Comments: OFSTED criticises Religious Education in English schools

Surely as Britain faces a multicultural future, this subject needs priority in the battle for understanding and mutal trust. As an RE / history teacher I would agree with this analysis.

Posted by Robert Ian Williams at Monday, 7 October 2013 at 5:46am BST

The Church of England has a problem if it wants to be influential over curriculum matters.

If a teacher stands at the front of the room and says that women and gays are second-class citizens, and that certain jobs should be reserved for straight men and straight men alone, Ofsted would be all over them like a cheap suit.

But the CofE's official policy is precisely that.

So why should a sexist and homophobic organisation be listened to when it comes to setting educational policy? Why doesn't the CofE fix its own problems first?

Posted by Interested Observer at Monday, 7 October 2013 at 11:30am BST

Interested Observer,
yes, if a teacher stood at the front saying those things it would be wrong.
But the RE curriculum is not about women and gay people.
The first time these topics come up is in Philosophy and Ethics in Year 12, when students who choose them as essay topics are expected to research the position of various Christian denominations and the debate within the church, and where they then write a proper analysis concluding with their own balanced opinion. No-one "stands at the front" indoctrinating them.

That doesn't make the churches' official positions on those issues remotely acceptable, but I think that there's a danger that we get bogged down in the debate and loose sight of what RE education is actually about and how it is played out in schools.

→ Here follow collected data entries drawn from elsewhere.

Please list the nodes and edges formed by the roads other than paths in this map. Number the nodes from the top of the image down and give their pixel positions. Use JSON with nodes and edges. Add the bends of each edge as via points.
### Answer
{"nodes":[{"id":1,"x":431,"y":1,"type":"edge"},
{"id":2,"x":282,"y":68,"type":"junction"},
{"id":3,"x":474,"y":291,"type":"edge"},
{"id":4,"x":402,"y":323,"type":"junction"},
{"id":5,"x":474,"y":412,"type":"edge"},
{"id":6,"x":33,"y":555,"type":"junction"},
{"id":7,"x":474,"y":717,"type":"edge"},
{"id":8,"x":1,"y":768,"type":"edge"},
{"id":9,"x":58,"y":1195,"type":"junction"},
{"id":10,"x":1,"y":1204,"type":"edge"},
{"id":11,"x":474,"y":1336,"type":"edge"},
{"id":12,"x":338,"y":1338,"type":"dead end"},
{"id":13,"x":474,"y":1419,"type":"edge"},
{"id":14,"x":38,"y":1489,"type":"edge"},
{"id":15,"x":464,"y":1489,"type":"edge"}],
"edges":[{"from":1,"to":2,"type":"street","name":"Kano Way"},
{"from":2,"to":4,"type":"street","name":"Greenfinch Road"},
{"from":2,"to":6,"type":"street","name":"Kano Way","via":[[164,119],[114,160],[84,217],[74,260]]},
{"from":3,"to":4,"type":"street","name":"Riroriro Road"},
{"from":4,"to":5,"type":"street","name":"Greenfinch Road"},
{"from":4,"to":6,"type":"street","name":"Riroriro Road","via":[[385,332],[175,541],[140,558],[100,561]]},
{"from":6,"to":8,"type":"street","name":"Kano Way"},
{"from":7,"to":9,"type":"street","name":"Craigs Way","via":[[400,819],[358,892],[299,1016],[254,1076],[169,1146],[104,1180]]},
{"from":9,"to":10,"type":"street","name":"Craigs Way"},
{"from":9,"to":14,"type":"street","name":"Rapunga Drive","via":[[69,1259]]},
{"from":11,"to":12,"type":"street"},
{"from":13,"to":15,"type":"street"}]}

Posted by Erika Baker at Monday, 7 October 2013 at 1:09pm BST

Interested observer...the British classroom is not a police state. Whilst I deprecate homophobia, an RE teacher would still have the right to sensitively teach in a religious school (state funded or otherwise) that practising homosexuality is still regarded by the sponsoring faith tradition as a sin.

Even in a state school, a teacher could tell pupils about differing views. At GCSE (16 year exams) students discuss and debate the issue of abortion and other ethical issues. Pupils in Catholic schools know for instance that abortion is a sin, but also the arguments for, and where the other side are coming from...vice versa in a state school setting.In examinations they are asked to show knowledge of both view points.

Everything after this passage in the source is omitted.